Stored items
····················

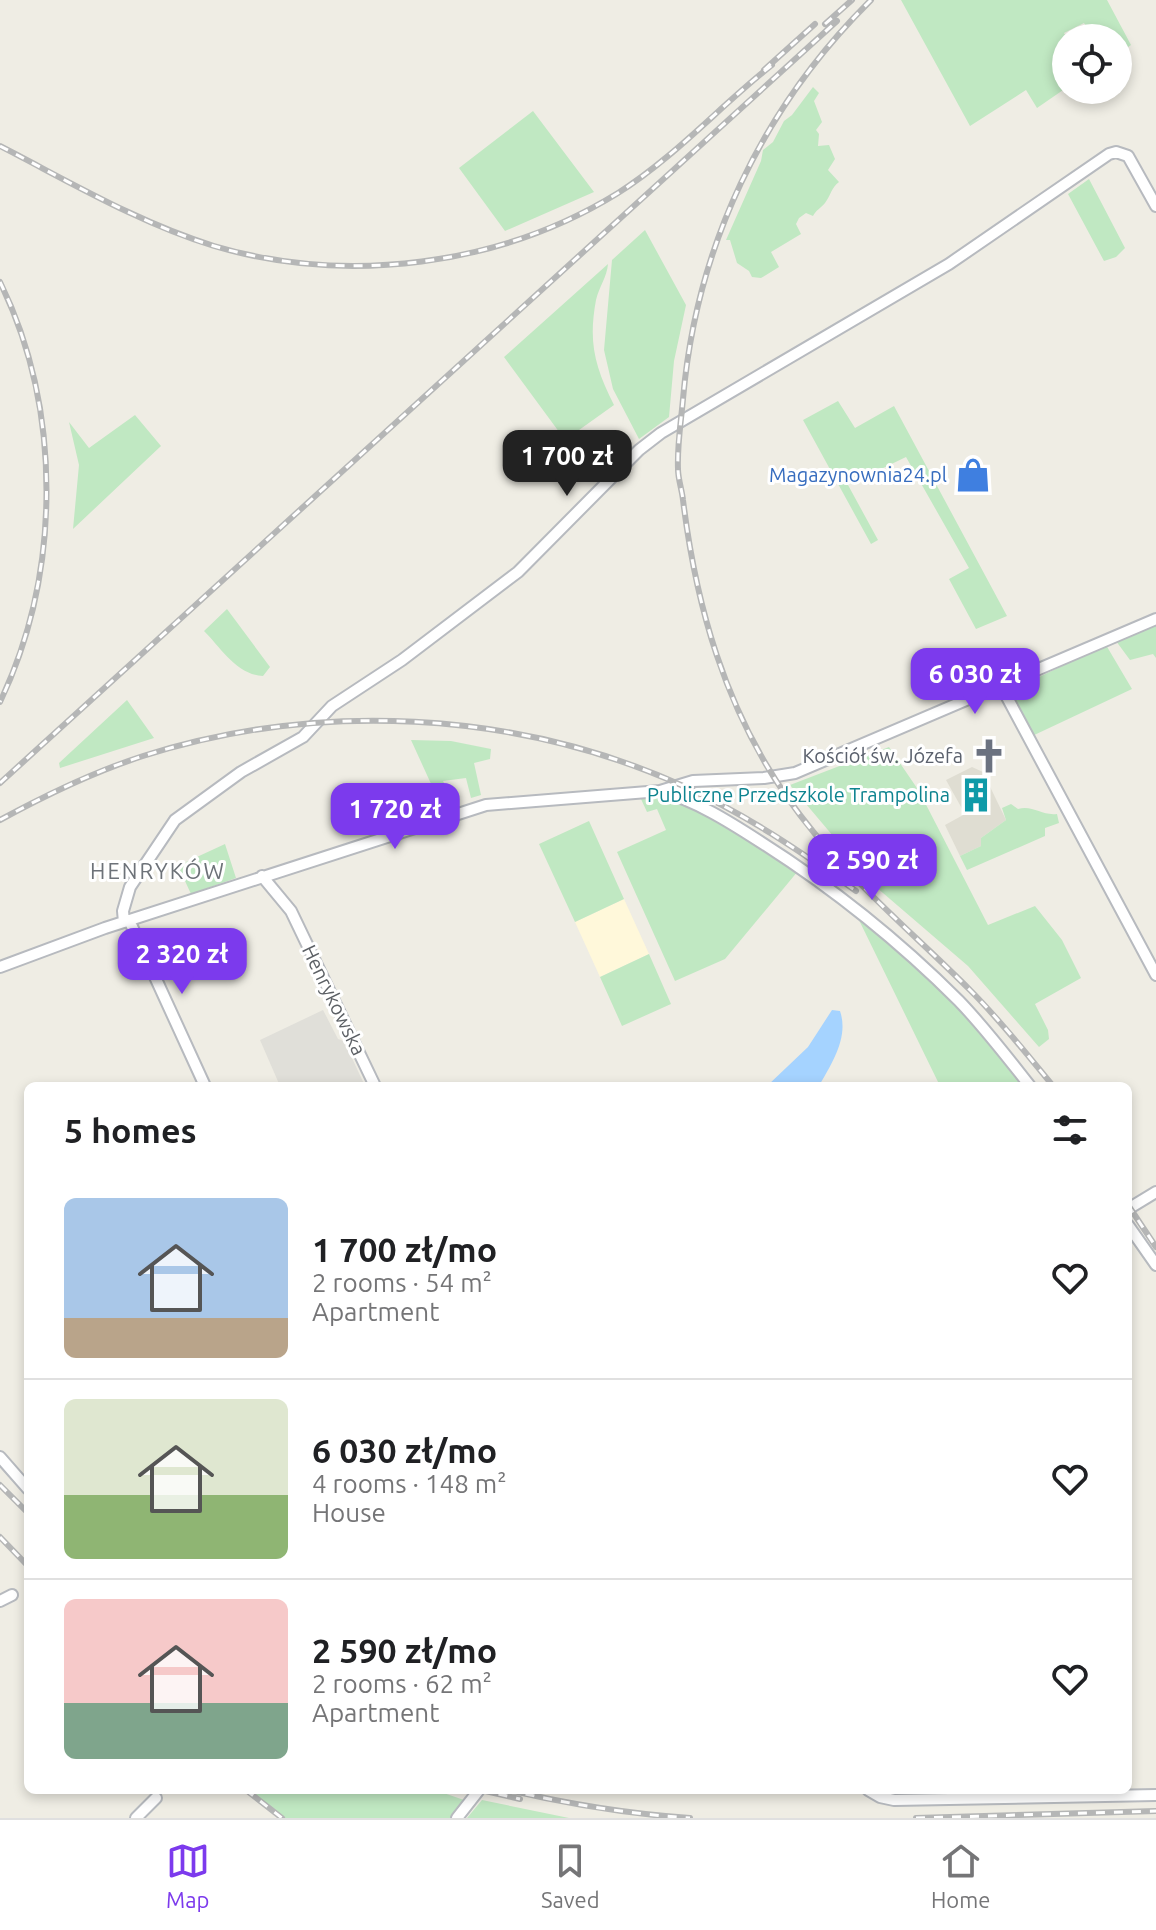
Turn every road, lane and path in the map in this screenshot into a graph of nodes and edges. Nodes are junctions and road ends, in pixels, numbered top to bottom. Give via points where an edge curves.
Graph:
1 (1156, 206) edge
2 (1156, 619) edge
3 (1001, 686) junction
4 (660, 791) junction
5 (262, 876) junction
6 (126, 921) junction
7 (0, 967) edge
8 (1156, 975) edge
9 (203, 1082) edge
10 (373, 1082) edge
11 (1027, 1082) edge
12 (1156, 1192) edge
13 (1132, 1207) edge
14 (1132, 1231) edge
15 (1156, 1265) edge
16 (0, 1457) edge
17 (24, 1484) edge
18 (12, 1595) dead end
19 (0, 1601) edge
20 (476, 1794) edge
21 (875, 1794) edge
22 (1072, 1794) edge
23 (1129, 1794) edge
24 (1156, 1795) edge
25 (156, 1798) dead end
26 (136, 1818) edge
27 (457, 1818) edge

1 - 6 street via 1128,156 1109,154 949,264 661,433 518,572 332,706 303,737 241,772 175,820 130,887 123,911
2 - 3 street
3 - 4 street via 795,773 693,781
3 - 8 street
4 - 5 street via 486,805
4 - 11 street via 685,798 746,832 856,911 960,1002
5 - 6 street
5 - 10 street, Henrykowska via 291,911
6 - 7 street
6 - 9 street
12 - 13 street
14 - 15 street
16 - 17 street
18 - 19 street
20 - 27 street
21 - 22 street via 894,1800
23 - 24 street
25 - 26 street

····················

Brief: Copy out every entry above verbatim. Leave each picture out.

Worked solution:
Turn every road, lane and path in the map in this screenshot into a graph of nodes and edges. Nodes are junctions and road ends, in pixels, numbered top to bottom. Give via points where an edge curves.
Graph:
1 (1156, 206) edge
2 (1156, 619) edge
3 (1001, 686) junction
4 (660, 791) junction
5 (262, 876) junction
6 (126, 921) junction
7 (0, 967) edge
8 (1156, 975) edge
9 (203, 1082) edge
10 (373, 1082) edge
11 (1027, 1082) edge
12 (1156, 1192) edge
13 (1132, 1207) edge
14 (1132, 1231) edge
15 (1156, 1265) edge
16 (0, 1457) edge
17 (24, 1484) edge
18 (12, 1595) dead end
19 (0, 1601) edge
20 (476, 1794) edge
21 (875, 1794) edge
22 (1072, 1794) edge
23 (1129, 1794) edge
24 (1156, 1795) edge
25 (156, 1798) dead end
26 (136, 1818) edge
27 (457, 1818) edge

1 - 6 street via 1128,156 1109,154 949,264 661,433 518,572 332,706 303,737 241,772 175,820 130,887 123,911
2 - 3 street
3 - 4 street via 795,773 693,781
3 - 8 street
4 - 5 street via 486,805
4 - 11 street via 685,798 746,832 856,911 960,1002
5 - 6 street
5 - 10 street, Henrykowska via 291,911
6 - 7 street
6 - 9 street
12 - 13 street
14 - 15 street
16 - 17 street
18 - 19 street
20 - 27 street
21 - 22 street via 894,1800
23 - 24 street
25 - 26 street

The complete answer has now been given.